How might an instructor implement this into a traditional lecture-based course? Without the computational component, the question as asked in an introductory probability course might be solved on the blackboard in lecture, solved with a TA during tutorial, or assigned for individual homework. Here we offer suggestions on how to integrate the computational aspect into each of these methods of delivery:
- Solved on blackboard during lecture: the instructor may prepare the simulation beforehand and project RStudio onto the screen, while solving the question on the blackboard. It can be helpful for students to first outline an algorithm for simulating the experiment; as described above, this clarifies understanding of the problem and all relevant variables. Each stage in the analytical solution can be referenced in the algorthmic description of the problem. For example, the first step in the analytical solution is to define a random variable representing the indicator of a group having any positive tests. This seems innocuous, but that already takes us through steps 1 - 5 of the algorithm, which has only 7 steps total! Once this is achieved, we claim that the random variable \(Y_{i}\) as defined is \(Bernoulli(\theta)\) with \(\theta = 1 - (1-p)^{k}\)- the simulation can be modified to verify this, and the instructor can solicit questions/comments from the students about how to do this.

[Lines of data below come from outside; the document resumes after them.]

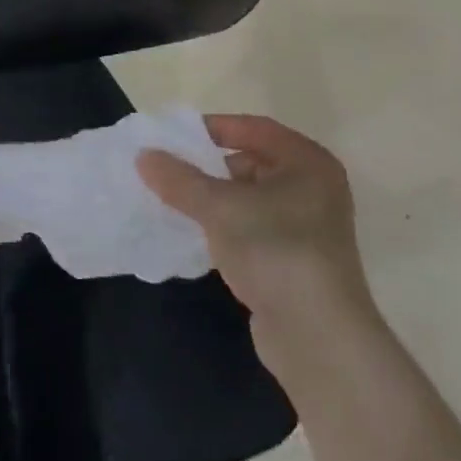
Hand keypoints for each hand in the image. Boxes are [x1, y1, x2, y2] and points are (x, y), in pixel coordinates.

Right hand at [139, 115, 378, 379]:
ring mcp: (305, 227)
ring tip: (170, 201)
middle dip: (208, 166)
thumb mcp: (220, 207)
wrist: (316, 333)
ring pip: (248, 199)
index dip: (214, 127)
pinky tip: (192, 234)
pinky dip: (222, 226)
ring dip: (211, 199)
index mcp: (307, 163)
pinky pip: (250, 229)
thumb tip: (144, 156)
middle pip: (252, 163)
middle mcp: (313, 188)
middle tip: (167, 170)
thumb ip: (180, 179)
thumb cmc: (275, 250)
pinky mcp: (293, 259)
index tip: (173, 135)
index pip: (255, 128)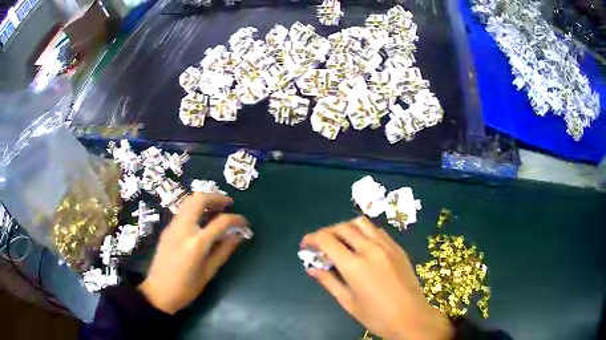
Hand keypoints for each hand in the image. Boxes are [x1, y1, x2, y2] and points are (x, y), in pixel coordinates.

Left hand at [138, 192, 248, 313]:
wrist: (158, 292)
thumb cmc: (185, 288)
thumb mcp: (208, 273)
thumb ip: (223, 252)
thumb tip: (238, 237)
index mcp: (196, 243)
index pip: (220, 222)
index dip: (236, 219)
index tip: (244, 222)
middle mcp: (183, 229)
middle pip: (199, 200)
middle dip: (216, 197)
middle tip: (228, 203)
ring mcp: (172, 227)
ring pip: (188, 201)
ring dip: (204, 200)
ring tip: (216, 208)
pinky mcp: (167, 229)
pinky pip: (182, 211)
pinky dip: (194, 208)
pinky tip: (201, 219)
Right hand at [302, 217, 452, 339]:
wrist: (411, 317)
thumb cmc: (376, 316)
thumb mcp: (348, 302)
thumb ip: (328, 281)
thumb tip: (311, 269)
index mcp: (354, 265)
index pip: (327, 240)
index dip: (312, 238)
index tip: (305, 244)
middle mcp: (370, 249)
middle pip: (343, 227)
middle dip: (326, 232)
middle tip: (320, 244)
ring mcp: (387, 246)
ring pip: (361, 223)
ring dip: (346, 228)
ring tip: (340, 241)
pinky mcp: (398, 248)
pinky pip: (377, 231)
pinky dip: (364, 232)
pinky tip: (362, 245)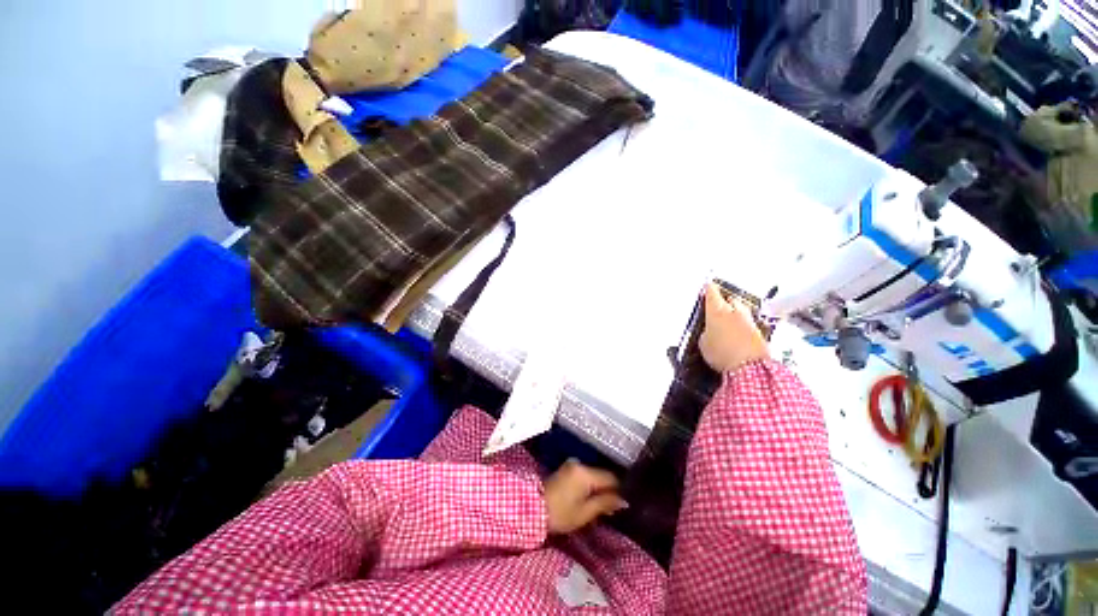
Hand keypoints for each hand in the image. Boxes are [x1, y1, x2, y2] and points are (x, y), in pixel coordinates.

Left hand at [543, 460, 626, 534]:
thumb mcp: (585, 512)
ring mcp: (572, 465)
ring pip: (594, 475)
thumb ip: (605, 503)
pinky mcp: (566, 469)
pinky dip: (590, 486)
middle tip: (613, 509)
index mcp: (585, 472)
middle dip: (608, 490)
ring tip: (602, 507)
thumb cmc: (560, 513)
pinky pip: (585, 475)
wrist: (533, 509)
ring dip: (599, 488)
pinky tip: (591, 499)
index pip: (611, 477)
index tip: (623, 505)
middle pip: (602, 475)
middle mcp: (580, 463)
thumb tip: (624, 500)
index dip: (619, 491)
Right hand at [699, 283, 768, 373]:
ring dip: (736, 314)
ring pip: (742, 311)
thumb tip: (709, 332)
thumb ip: (705, 333)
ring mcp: (749, 321)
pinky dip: (743, 326)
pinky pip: (749, 325)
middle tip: (718, 306)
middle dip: (725, 301)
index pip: (712, 293)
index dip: (709, 289)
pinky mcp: (760, 333)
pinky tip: (738, 334)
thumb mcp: (703, 343)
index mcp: (717, 311)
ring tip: (729, 321)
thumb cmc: (723, 353)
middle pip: (731, 299)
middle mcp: (735, 312)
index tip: (708, 285)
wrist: (749, 367)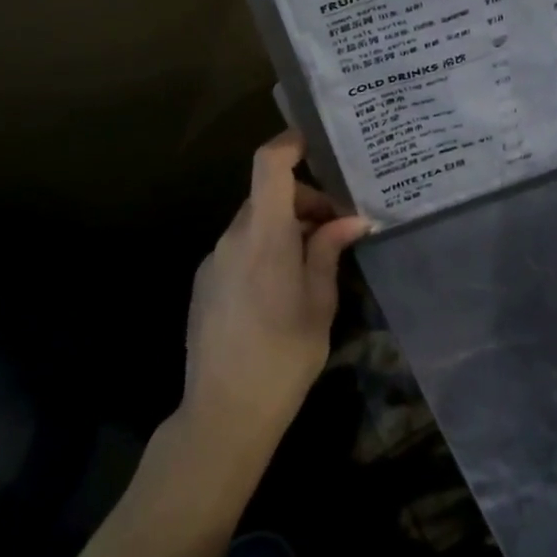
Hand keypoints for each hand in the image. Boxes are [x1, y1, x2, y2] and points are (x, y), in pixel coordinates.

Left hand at [181, 130, 371, 468]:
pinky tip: (284, 285)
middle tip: (337, 227)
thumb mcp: (319, 303)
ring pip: (255, 222)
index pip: (269, 165)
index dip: (290, 143)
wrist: (222, 415)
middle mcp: (232, 238)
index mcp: (264, 236)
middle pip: (268, 194)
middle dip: (305, 200)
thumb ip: (328, 252)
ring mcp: (214, 260)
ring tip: (315, 259)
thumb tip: (350, 220)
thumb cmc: (283, 356)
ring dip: (286, 226)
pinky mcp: (205, 282)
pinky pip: (240, 247)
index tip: (317, 141)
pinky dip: (265, 247)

- Solved with a TA during tutorial: if the course has tutorials, the TAs can be provided the example beforehand. The above procedure can be repeated in this smaller environment, but could be modified by having students bring their laptops to tutorial (or have the tutorial in a computer lab), and the TA assist/coach the students into developing the simulation interactively, much in the same way students might be coached in solving the analytical portion of the problem in such an environment. As well, tutorials are usually small enough that it may be feasible to split students into groups, and have each group focus on finding a solution.
- Assigned as individual homework: in this case, students can be asked to create the simulation themselves. The degree to which such a creation is self-directed by the student as opposed to guided by the instructor is dependent on how familiar the students are with this type of exercise. If this is the first time students have been asked to simulate something in the course (and there is no reasonable expectation of prior experience in this area) then the instructor may wish to provide example code, or even a complete implementation that the students run under various scenarios. If several such exercises have been presented in lecture or tutorial, then the question can be asked in a more open-ended format.
For example, an open-ended question might ask:
For the experiment described above, implement a function in R that performs one simulation of this experiment. Run your function several times and average the results for each of \(k = 1,2,5,8,10\), and create a ggplot line graph of the results. Add a line to this graph with your analytical solution for each value of \(k\), and comment on any differences. Is the value of \(k\) that minimizes the expected number of tests the same for the analytical vs simulated solutions?
A more guided version of the question might provide a function that repeats the experiment many times and averages the results, for an input value of \(k\). A question here might ask:
Use the provided R function to simulate this experiment multiple times and average the results for each of \(k = 1,2,5,8,10\). Compare the results of the simulation to your analytical calculations. Are they close? Is the value of \(k\) that minimizes the expected number of tests the same for the analytical vs simulated solutions?
Both manners of evaluation allow students to approach the problem from both an analytical and empirical standpoint, and can help students develop confidence in their answers by completing the question in multiple ways (and seeing that the answers agree). The second method, where the instructor provides the simulation code, loses depth of student engagement in the empirical solution to the problem, but has a lower risk of shifting the focus onto irrelevant computational aspects. The decision of how to do this is highly course- and instructor-dependent.